The baroque facade has projecting doric columns. The flanking bell-towers were added in the 18th century, and embellished with statues depicting Saints Phillip Neri, Rosalia (added in 1651), Ignatius of Antioch (holding the palm-frond of martyrdom and menaced by a lion at his feet) and Francis of Sales (added 1751).
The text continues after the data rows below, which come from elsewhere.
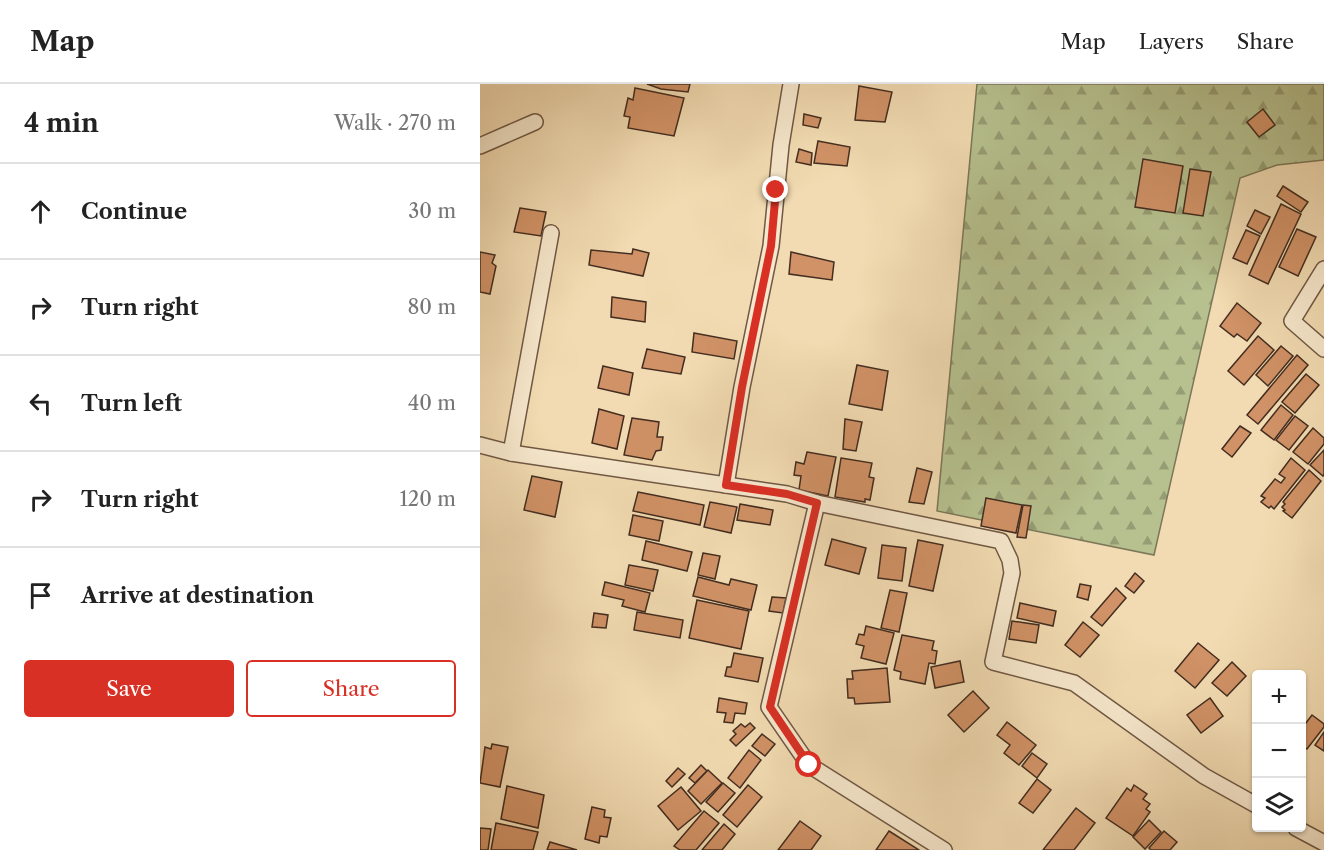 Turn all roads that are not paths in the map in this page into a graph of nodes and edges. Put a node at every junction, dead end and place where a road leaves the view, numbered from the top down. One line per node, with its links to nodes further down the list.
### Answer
1 (791, 84): 9 (street)
2 (535, 122): 3 (street)
3 (480, 146)
4 (551, 233): 8 (street)
5 (1324, 269): 6 (street)
6 (1324, 349)
7 (480, 445): 8 (street)
8 (511, 453): 9 (street)
9 (726, 485): 10 (street)
10 (817, 503): 11 (street); 14 (street)
11 (1252, 803)
12 (1303, 832): 13 (street)
13 (1324, 843)
14 (945, 850) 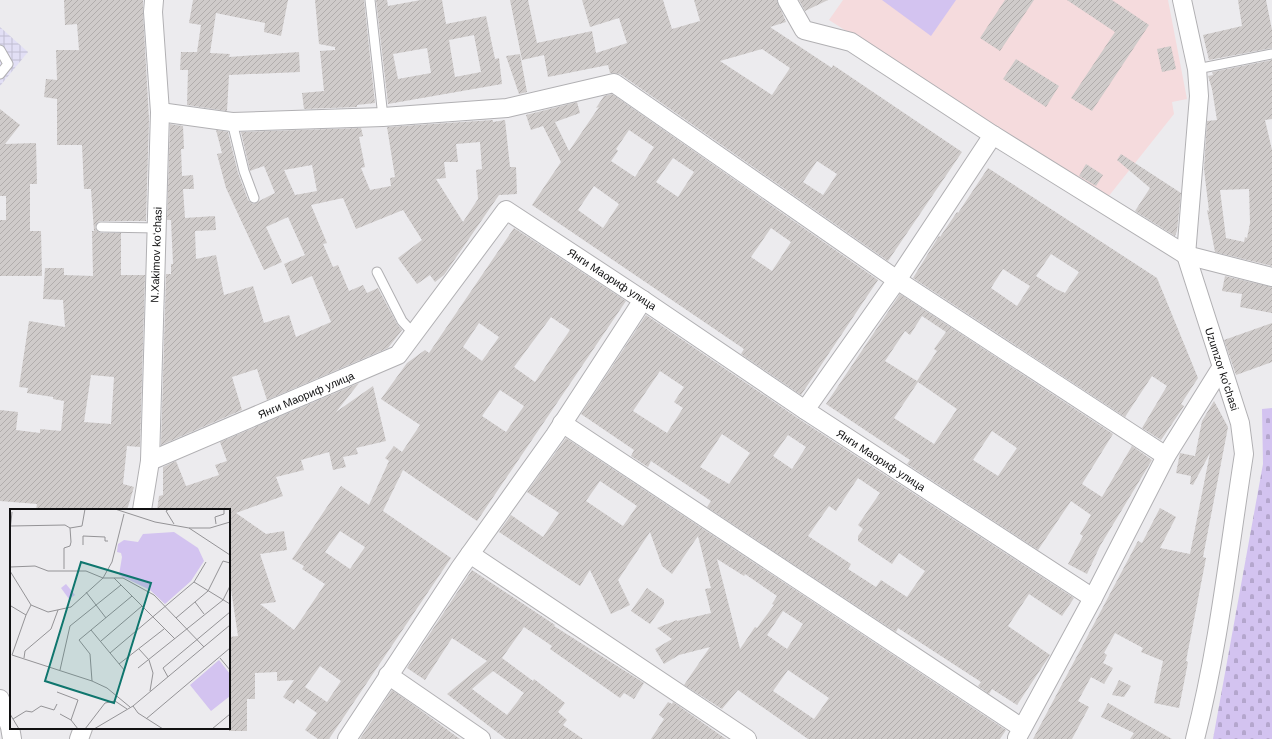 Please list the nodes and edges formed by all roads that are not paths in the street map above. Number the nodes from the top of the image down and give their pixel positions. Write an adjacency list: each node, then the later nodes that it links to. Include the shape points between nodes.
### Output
1 (154, 0): 9 (street, N.Xakimov koʻchasi)
2 (370, 0): 10 (lane)
3 (787, 0): 12 (street, via 804,30 852,42)
4 (1182, 0): 7 (street, Uzumzor koʻchasi)
5 (0, 50): 8 (lane, via 8,64)
6 (1272, 54): 7 (lane)
7 (1197, 69): 16 (street, Uzumzor koʻchasi, via 1199,96)
8 (0, 74)
9 (160, 112): 11 (street); 15 (street, N.Xakimov koʻchasi)
10 (383, 117): 11 (street); 19 (street, via 507,108 614,83)
11 (232, 122): 13 (lane, via 244,171)
12 (994, 135): 16 (street); 19 (street)
13 (254, 198)
14 (101, 227): 15 (lane)
15 (157, 228): 26 (street, N.Xakimov koʻchasi)
16 (1186, 255): 18 (street); 22 (street, Uzumzor koʻchasi)
17 (377, 272): 21 (lane, via 402,321)
18 (1272, 277)
19 (897, 280): 23 (street); 25 (street)
20 (643, 300): 21 (street, Янги Маориф улица, via 506,210); 23 (street, Янги Маориф улица); 24 (street)
21 (414, 334): 26 (street, Янги Маориф улица, via 398,356)
22 (1221, 368): 25 (street); 41 (street, Uzumzor koʻchasi, via 1240,423 1244,454 1218,621)
23 (805, 410): 29 (street, Янги Маориф улица)
24 (562, 423): 28 (street); 35 (street)
25 (1166, 456): 29 (street)
26 (150, 461): 27 (street, N.Xakimov koʻchasi)
27 (142, 509)
28 (470, 554): 30 (street); 40 (street)
29 (1093, 598): 35 (street)
30 (388, 675): 38 (street); 39 (street)
31 (0, 699): 32 (street)
32 (10, 727)
33 (10, 729): 36 (street)
34 (83, 729): 37 (street)
35 (1019, 734)
36 (12, 739)
37 (79, 739)
38 (347, 739)
39 (481, 739)
40 (748, 739)
41 (1195, 739)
The dome was completed in 1732. The ceiling decorated with coffered panels, frescoed by Antonio Manno. The floor is paved with polychrome marbles. The main altarpiece depicts a Trinity by Sebastiano Conca. It was flanked by stucco and marble statues on an imposing main altar, including the marble statues of Saints Peter and Paul by Ignazio Marabitti. A lateral altar has a canvas depicting the Martyrdom of St Ignatius by Filippo Paladino. Another altarpiece is a copy of Guido Reni's portrait of St Phillip Neri. A Miracle of the Blessed Sebastian Valfrè was painted by Salvatore Loforte; he also painted the large altarpiece depicting San Nicolo di Bari appears in the clouds of a tempest to the Abbott Elpino. The chapel of St Mary Magdalen has an altarpiece by Mario Menniti. An Annuciation was completed by Giacomo Loverde in imitation of the style of Pietro Novelli. A 15th-century altarpiece depicting the Virgin and Child with a young John the Baptist attributed to Lorenzo di Credi.